Elle tourne les talons, sans vérifier que Jane la suit. Elle n'entend pas le bruit de ses pas à cause de la pluie. Au moment où elle fait volte-face pour vérifier s'il est là, elle a tout juste le temps de le voir bondir, un sourire enfantin accroché aux lèvres. La seconde d'après, elle sent que son pantalon est aspergé de boue, et qu'elle en a une goutte ou deux sur le visage. Lui aussi, d'ailleurs. Il avait sauté dans une flaque, de toutes ses forces. Un éclair aveuglant lézarde le ciel.

Elle fronce les sourcils, sur le point de le réprimander. Jane commence à regretter son geste. L'éclat dans les yeux de Lisbon n'est pas de bonne augure. Cependant, au lieu de lui faire des reproches, une idée germe dans son esprit. Rapide comme l'éclair, elle fait un pas vers lui, place une main sur la nuque de son consultant et rapproche son visage du sien. Elle sent que son souffle est resté bloqué dans sa gorge, et son souffle à elle forme de la buée. Elle sent son eau de Cologne et réprime un frisson. Les yeux de Jane sont écarquillés. Il est sous le choc. C'est le moment idéal.

Sans crier garde, il se retrouve étalé dans l'herbe mouillée, la boue imbibant le dos de son costume. Mais le plan de Lisbon n'avait pas fonctionné exactement comme prévu, car il l'avait attrapé pendant sa chute, l'entraînant elle aussi par terre, juste à côté. Il se redresse, bougeant avec peine dans ses vêtements plus que trempés. Il enlève sa veste de costume pour être plus libre de ses mouvements, tout en gardant les yeux sur elle.

- Vous n'avez pas fait ça, Lisbon...

- Qu'est-ce que vous allez me faire ? Vous allez me noyer ?

Sans qu'elle le remarque, il arrache une grosse touffe d'herbe, avec, accrochée au bout, une motte de terre humide. C'est à son tour de jouer avec elle.

Lisbon le voit s'approcher. Son cœur menace de lâcher, et elle est sûre qu'il l'entend de là où il est, que la pluie ne couvre pas le bruit des battements effrénés. Elle a une pensée lointaine pour son travail, et son côté professionnel complètement jeté aux oubliettes.
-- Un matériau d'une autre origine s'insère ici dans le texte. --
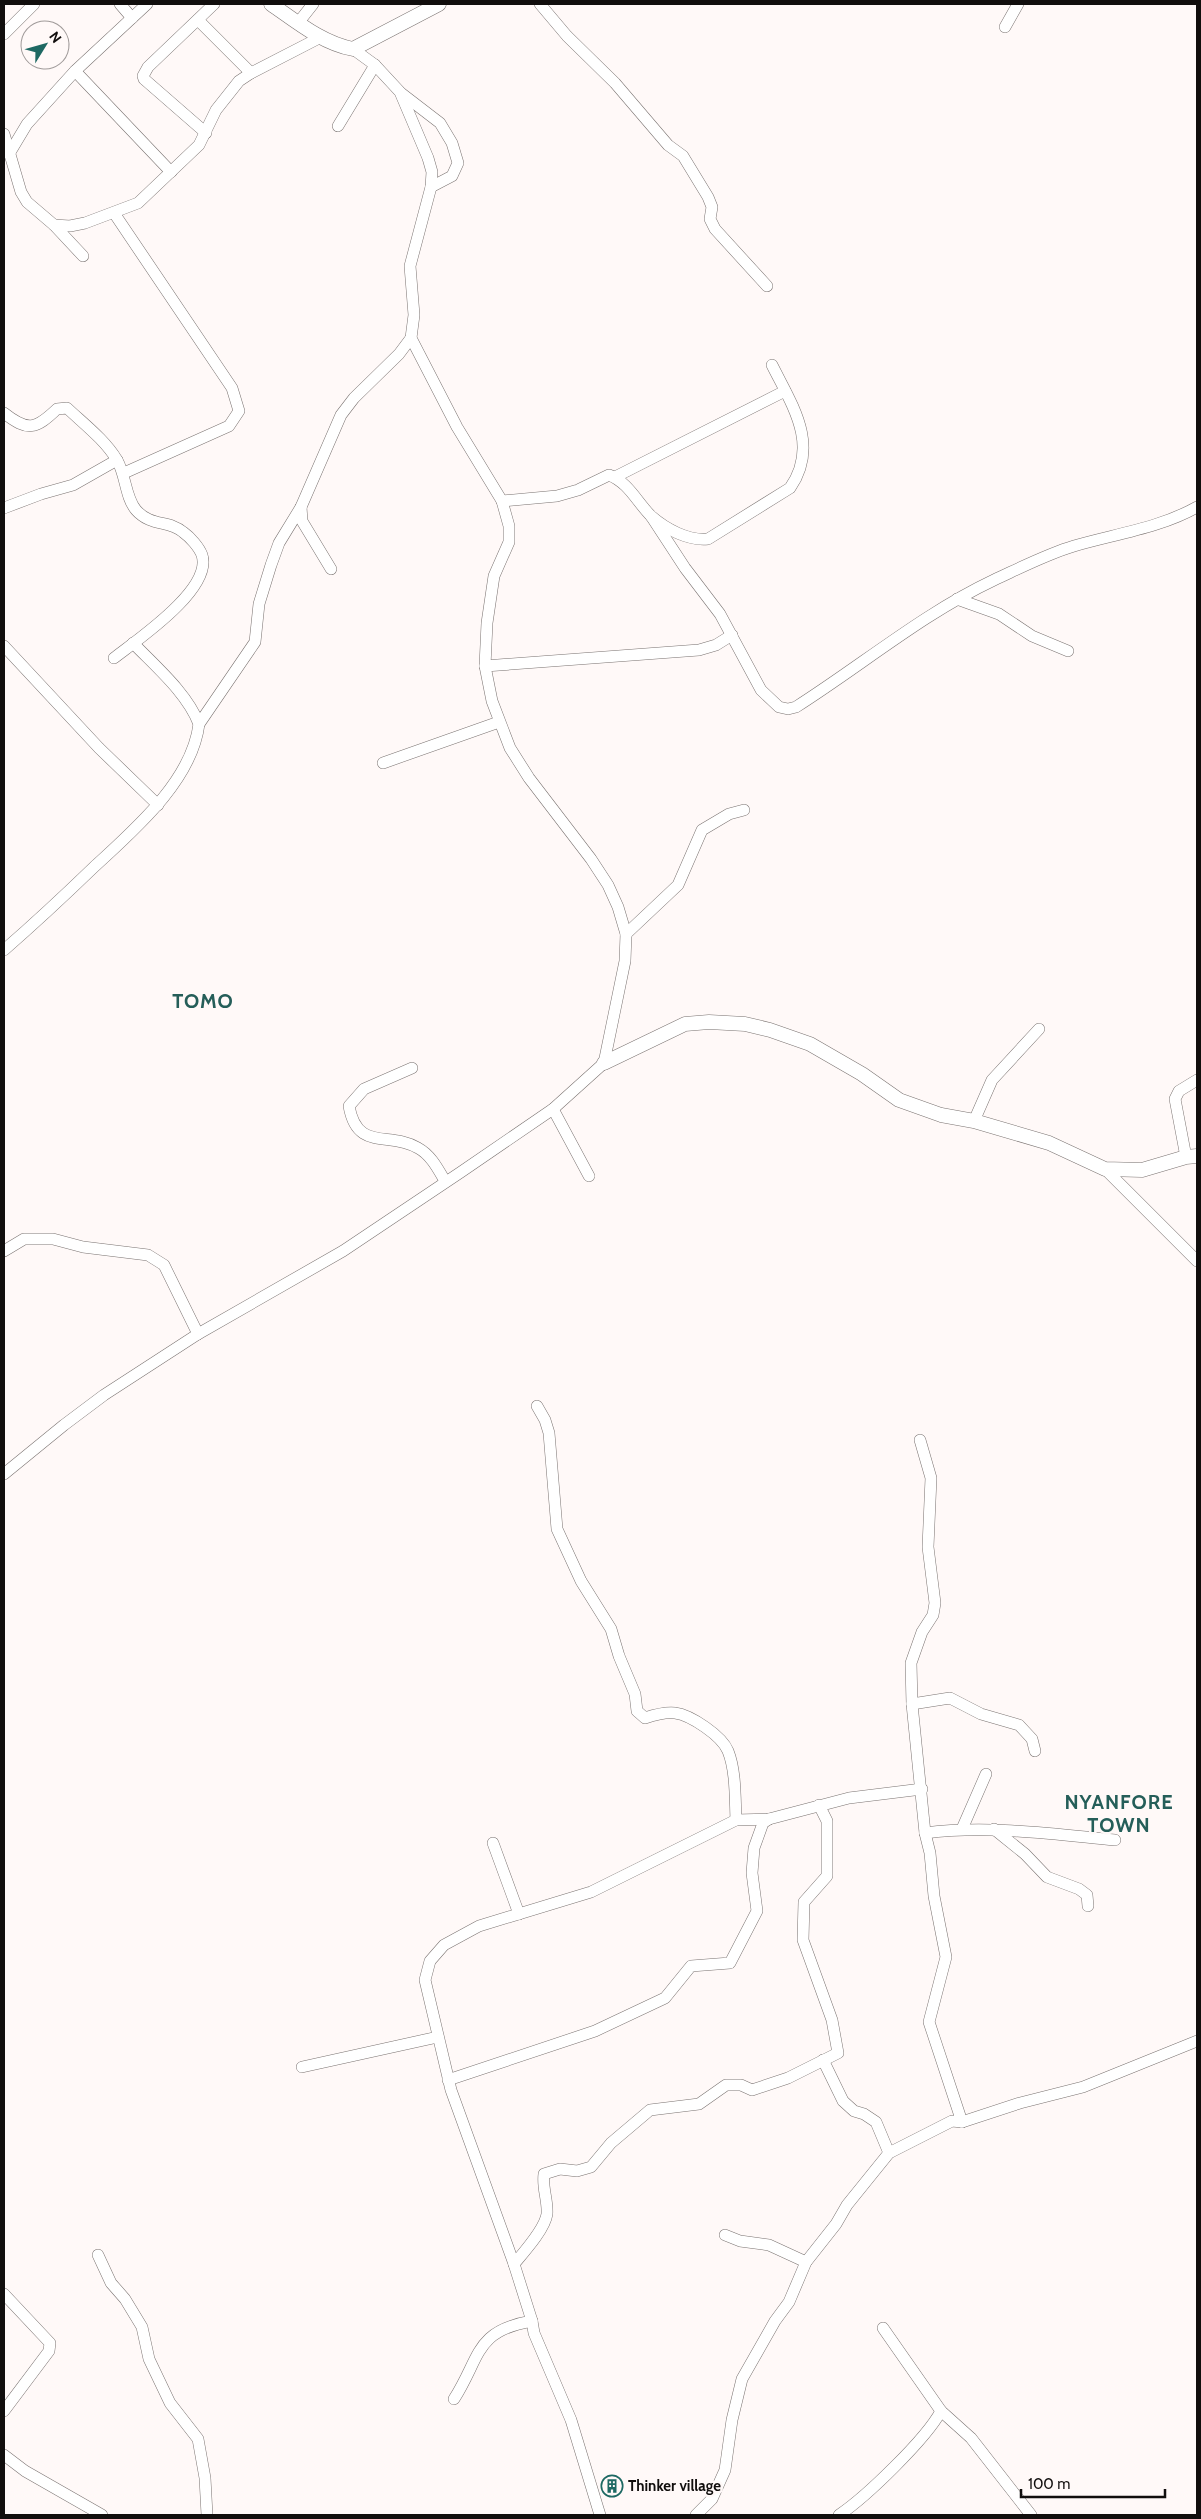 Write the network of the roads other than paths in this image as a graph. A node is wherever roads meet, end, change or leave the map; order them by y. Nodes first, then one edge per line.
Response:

Elle se demande ce que les gens penseront si quelqu'un vient maintenant à l'arrière du bâtiment et les aperçoit, allongés dans l'herbe, sous une pluie intarissable.

Jane balaye les mèches sombres collées sur son visage, et place son front contre le sien. Elle ferme les yeux. Pendant plusieurs secondes, elle croit vraiment qu'il va l'embrasser. Mais il a un sourire diabolique. Il empoigne fermement l'herbe et la terre qu'il tient dans sa main gauche, et en barbouille les traits fins de l'agent. Elle ferme les yeux, rit et proteste en même temps. Elle a de la terre sur les lèvres, sur le nez, et des brins d'herbes collés un peu partout sur le visage. Il ne peut s'empêcher de rire comme un gosse et la trouver plus belle que jamais. Le tonnerre fait trembler la terre pour la centième fois en une heure.

- Lisbon ?

Teresa rouvre les yeux, stupéfaite et amusée à la fois. Mais pas en colère.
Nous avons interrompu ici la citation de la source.